───── Extracted entries

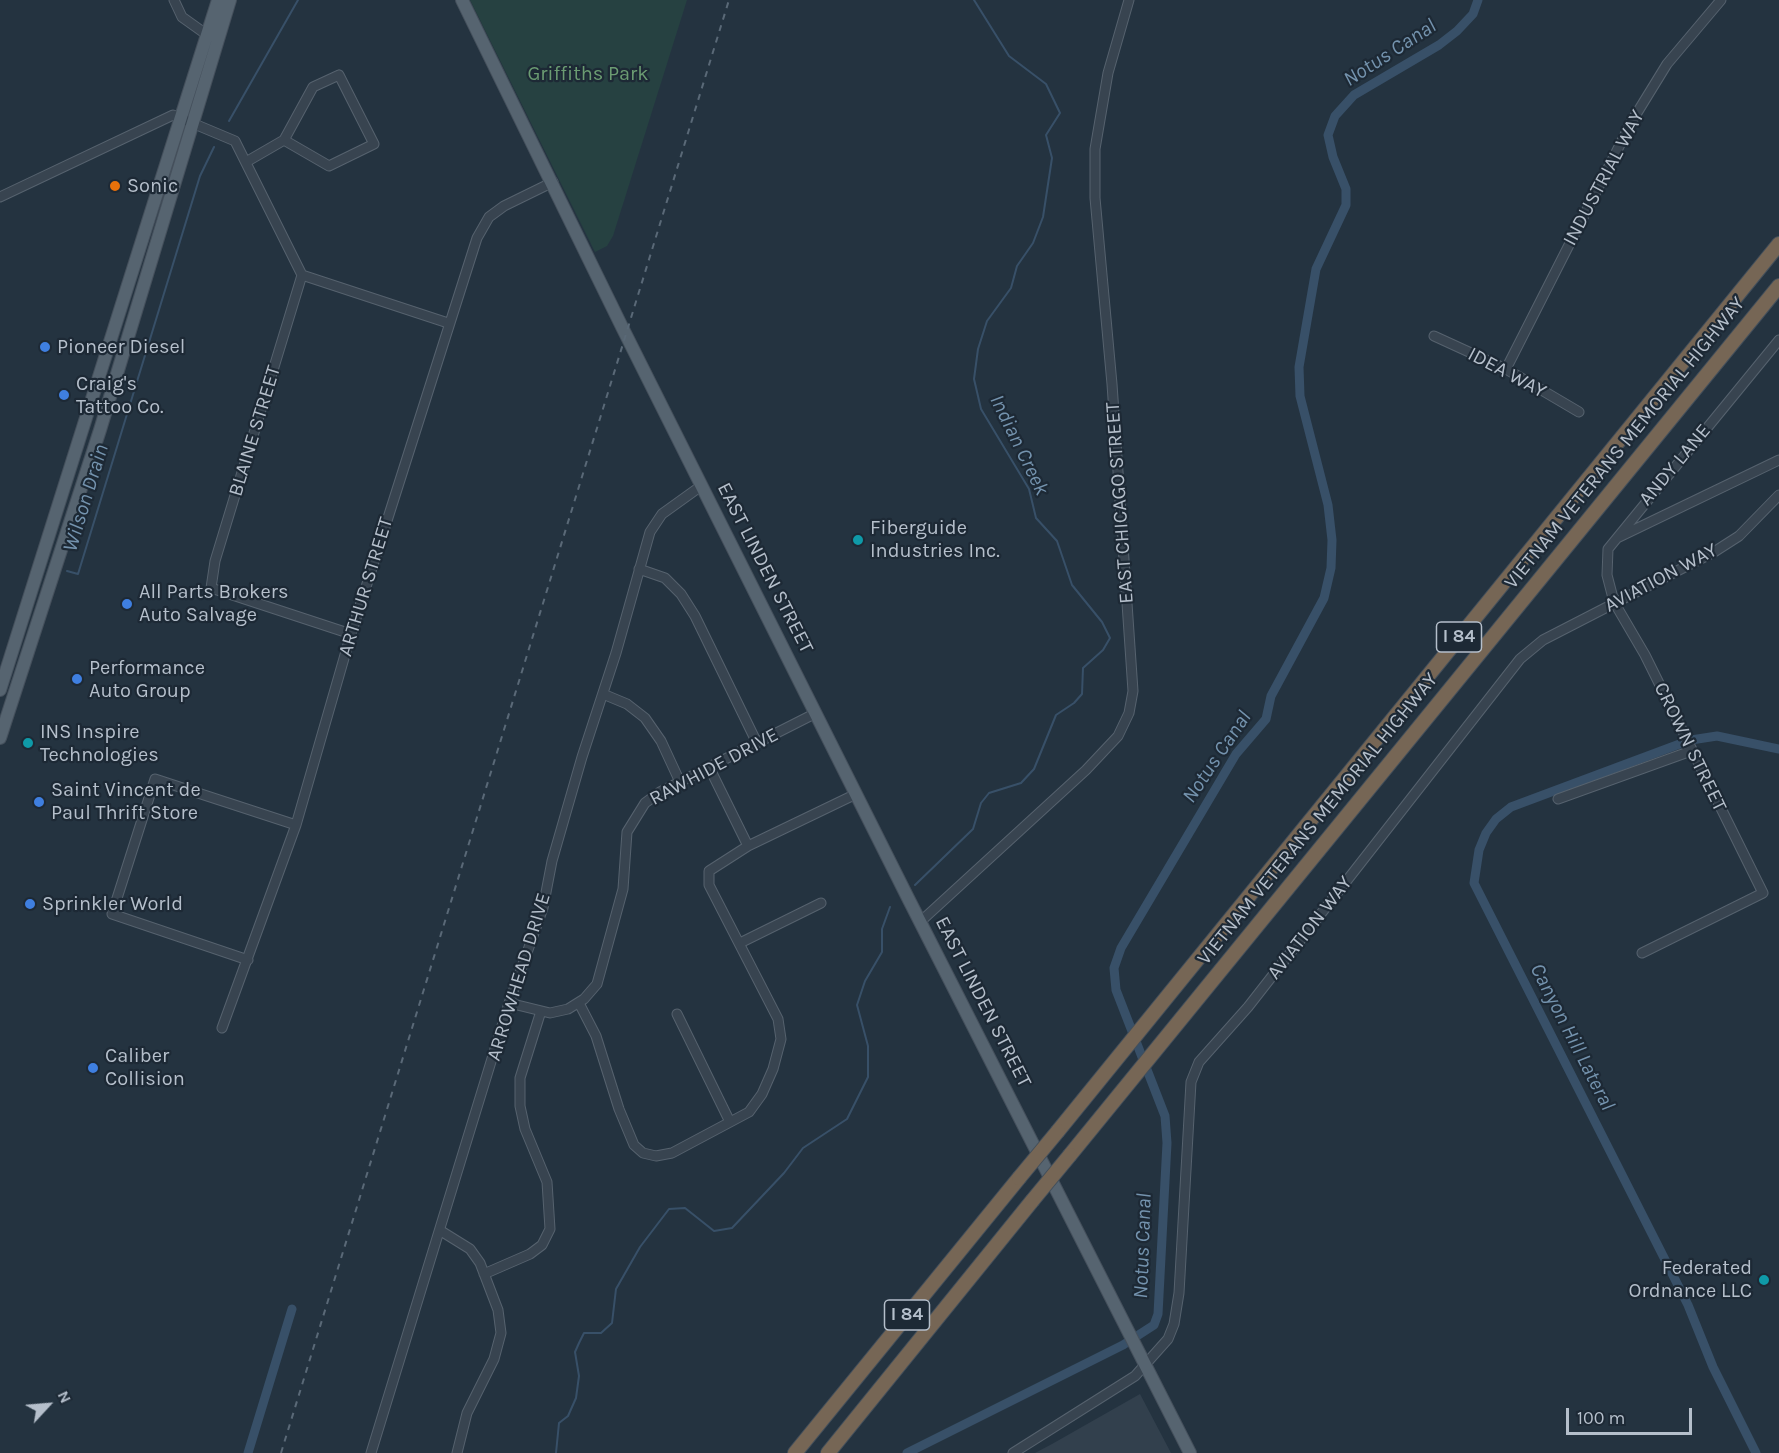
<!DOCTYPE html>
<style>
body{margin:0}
#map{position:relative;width:1779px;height:1453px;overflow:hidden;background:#243340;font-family:Karla,sans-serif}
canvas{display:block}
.north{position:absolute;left:18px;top:1375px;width:60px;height:60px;-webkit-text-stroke:4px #1d2935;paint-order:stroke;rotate:64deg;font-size:16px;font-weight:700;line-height:24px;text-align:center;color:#b5bfcb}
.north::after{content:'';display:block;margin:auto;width:21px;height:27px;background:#b5bfcb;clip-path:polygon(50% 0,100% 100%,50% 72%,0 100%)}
.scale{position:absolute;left:1566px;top:1408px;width:126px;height:27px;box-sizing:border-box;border:3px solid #b5bfcb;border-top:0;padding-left:8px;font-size:18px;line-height:21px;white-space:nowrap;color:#b5bfcb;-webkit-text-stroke:4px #1d2935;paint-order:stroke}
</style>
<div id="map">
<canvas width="1779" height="1453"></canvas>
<div class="north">N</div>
<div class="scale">100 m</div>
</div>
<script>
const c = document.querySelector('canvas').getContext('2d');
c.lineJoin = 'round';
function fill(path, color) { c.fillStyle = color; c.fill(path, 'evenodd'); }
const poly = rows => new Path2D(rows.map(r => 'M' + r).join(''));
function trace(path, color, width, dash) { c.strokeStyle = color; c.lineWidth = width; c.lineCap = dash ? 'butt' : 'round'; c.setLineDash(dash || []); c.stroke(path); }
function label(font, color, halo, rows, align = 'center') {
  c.font = font + ' Karla,sans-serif'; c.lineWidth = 4.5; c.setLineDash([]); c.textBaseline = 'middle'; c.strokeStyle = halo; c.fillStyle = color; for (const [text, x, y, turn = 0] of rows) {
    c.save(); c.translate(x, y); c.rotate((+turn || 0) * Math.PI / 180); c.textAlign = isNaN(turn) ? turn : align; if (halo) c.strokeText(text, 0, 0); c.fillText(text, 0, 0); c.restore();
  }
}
fill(poly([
 [1140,1394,1171,1453,1035,1453,1052,1444]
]), '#32404d');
fill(poly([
 [470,0,687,0,613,236,607,246,595,252]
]), '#264141');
trace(poly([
 [229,121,298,0],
 [67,571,78,574,200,176,214,147],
 [915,885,973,829,981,803,989,793,1021,783,1034,769,1056,715,1074,703,1082,694,1083,668,1103,650,1110,638,1102,622,1072,585,1057,541,1036,518,1029,489,981,409,974,379,978,349,987,321,1011,288,1017,266,1033,243,1043,217,1052,158,1046,135,1060,113,1046,84,1009,56,974,0],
 [556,1453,559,1423,568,1416,576,1398,579,1376,575,1352,579,1343,584,1333,601,1333,612,1323,616,1289,640,1247,669,1209,685,1208,714,1231,732,1228,784,1173,803,1148,847,1119,868,1077,868,1046,857,1005,865,981,882,952,882,929,890,907]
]), '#385068', 2);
trace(poly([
 [1691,740,1717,736,1779,749],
 [1685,742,1511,807,1496,819,1486,833,1479,850,1474,883,1688,1305,1713,1367,1756,1453],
 [248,1453,292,1309],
 [907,1453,1123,1345,1154,1325,1158,1314,1167,1143,1165,1116,1116,990,1114,968,1121,948,1236,754,1266,719,1271,696,1324,598,1331,568,1332,540,1328,505,1300,396,1299,367,1316,269,1346,205,1346,189,1333,157,1328,135,1335,116,1354,95,1439,45,1457,31,1473,14,1478,0]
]), '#385068', 9);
const minor = poly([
 [174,0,182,17,210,37],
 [339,75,374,144,329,166,284,140,313,87,339,75],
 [246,162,284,140],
 [0,197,173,115,235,141,302,275,448,323],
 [302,275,215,561,211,588,351,634],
 [1434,336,1506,369,1579,412],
 [1506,369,1632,121,1667,64,1721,0],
 [1617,538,1779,460],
 [639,569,665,578,681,594,695,616,757,743],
 [603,694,627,704,645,718,661,741,680,782],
 [709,767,748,846],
 [1558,799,1691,751],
 [920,922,1086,770,1118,736,1129,713,1133,691,1112,384,1095,198,1095,149,1108,73,1129,0],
 [740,943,821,903],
 [1642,953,1763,893,1645,655,1614,602,1607,575,1608,549,1779,340],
 [248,960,112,914,155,779,296,825],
 [509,1003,550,1013,568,1009,584,999,597,984,623,889,627,832,645,803,660,792,816,713],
 [579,1003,596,1036,619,1109,634,1145,643,1153,656,1156,672,1153,749,1112,762,1094,773,1069,781,1039,778,1019,709,885,709,871,748,846,856,794],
 [677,1014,730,1122],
 [222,1028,296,825,351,634,477,238,489,217,504,206,553,182],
 [441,1231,470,1249,480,1263,498,1310,501,1333,494,1359,467,1413,457,1453],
 [484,1274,530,1254,542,1245,550,1229,547,1182,525,1129,520,1106,520,1078,541,1011],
 [371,1453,509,1003,543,908,552,861,582,757,616,653,650,532,662,514,701,486],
 [1013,1453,1135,1376,1168,1339,1174,1324,1179,1293,1191,1082,1199,1062,1248,1007,1520,659,1543,640,1714,552,1739,536,1779,495]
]);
const major = poly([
 [462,0,622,327,909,900,1190,1453],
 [0,690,218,0],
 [0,738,100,430,230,0]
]);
const highway = poly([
 [1058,1131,1779,244],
 [1070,1155,1779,286],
 [795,1453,1019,1178],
 [828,1453,1032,1201]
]);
trace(minor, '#56626e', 11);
trace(major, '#45505c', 14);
trace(highway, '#434f5b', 16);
trace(minor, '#384450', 9);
trace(major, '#566470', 12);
trace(highway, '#766655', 14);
trace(poly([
 [281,1453,729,0]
]), '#5a6977', 2, [6, 6]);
const highwayBridge = poly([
 [1019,1178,1058,1131],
 [1032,1201,1070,1155]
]);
trace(highwayBridge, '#434f5b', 16, []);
trace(highwayBridge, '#766655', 14);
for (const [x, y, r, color] of [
 [115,186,6,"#e8710a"],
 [45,347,6,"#3f7fe0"],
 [64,395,6,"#3f7fe0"],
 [858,540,6,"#0f9aa8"],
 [127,604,6,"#3f7fe0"],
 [77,679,6,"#3f7fe0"],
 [28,743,6,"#0f9aa8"],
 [39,802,6,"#3f7fe0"],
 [30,904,6,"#3f7fe0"],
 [93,1068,6,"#3f7fe0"],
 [1764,1280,6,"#0f9aa8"]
]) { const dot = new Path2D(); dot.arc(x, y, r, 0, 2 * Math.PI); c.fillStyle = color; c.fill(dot); trace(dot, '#1d2935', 2); }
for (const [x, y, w] of [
 [1459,637,45],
 [907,1315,45]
]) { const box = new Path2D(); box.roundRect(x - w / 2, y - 15, w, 30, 4.5); c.fillStyle = '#1d2935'; c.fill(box); trace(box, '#b5bfcb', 1.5); }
label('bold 18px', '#b5bfcb', null, [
 ["I 84",1459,637],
 ["I 84",907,1315]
]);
label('20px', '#6b9c72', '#1d2935', [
 ["Griffiths Park",588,74]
]);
label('20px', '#b5bfcb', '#1d2935', [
 ["INDUSTRIAL WAY",1604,178,-62],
 ["IDEA WAY",1507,373,28],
 ["BLAINE STREET",255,431,-73],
 ["VIETNAM VETERANS MEMORIAL HIGHWAY",1625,443,-51],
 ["ANDY LANE",1675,465,-50],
 ["EAST CHICAGO STREET",1120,503,-94],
 ["EAST LINDEN STREET",765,568,63],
 ["AVIATION WAY",1661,578,-28],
 ["ARTHUR STREET",366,587,-73],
 ["CROWN STREET",1690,747,64],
 ["RAWHIDE DRIVE",714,767,-28],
 ["VIETNAM VETERANS MEMORIAL HIGHWAY",1318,819,-51],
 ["AVIATION WAY",1310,928,-52],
 ["ARROWHEAD DRIVE",519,977,-73],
 ["EAST LINDEN STREET",983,1002,63]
]);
label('20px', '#b5bfcb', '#1d2935', [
 ["Sonic",127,186],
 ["Pioneer Diesel",57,347],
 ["Craig's",76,384],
 ["Tattoo Co.",76,407],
 ["Fiberguide",870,528],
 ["Industries Inc.",870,551],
 ["All Parts Brokers",139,592],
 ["Auto Salvage",139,615],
 ["Performance",89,668],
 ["Auto Group",89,691],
 ["INS Inspire",40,732],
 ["Technologies",40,755],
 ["Saint Vincent de",51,790],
 ["Paul Thrift Store",51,813],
 ["Sprinkler World",42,904],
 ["Caliber",105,1056],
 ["Collision",105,1079],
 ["Federated",1752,1268,"right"],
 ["Ordnance LLC",1752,1291,"right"]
], 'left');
label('italic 21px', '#7493ae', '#1d2935', [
 ["Notus Canal",1390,53,-33],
 ["Indian Creek",1019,445,64],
 ["Wilson Drain",86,498,-73],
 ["Notus Canal",1217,757,-56],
 ["Canyon Hill Lateral",1572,1037,63],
 ["Notus Canal",1143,1246,-88]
]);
</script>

──────────

_To do_:
Your reply is one number: how many lines of the records above contain the word "setLineDash".

_Your solution_:
2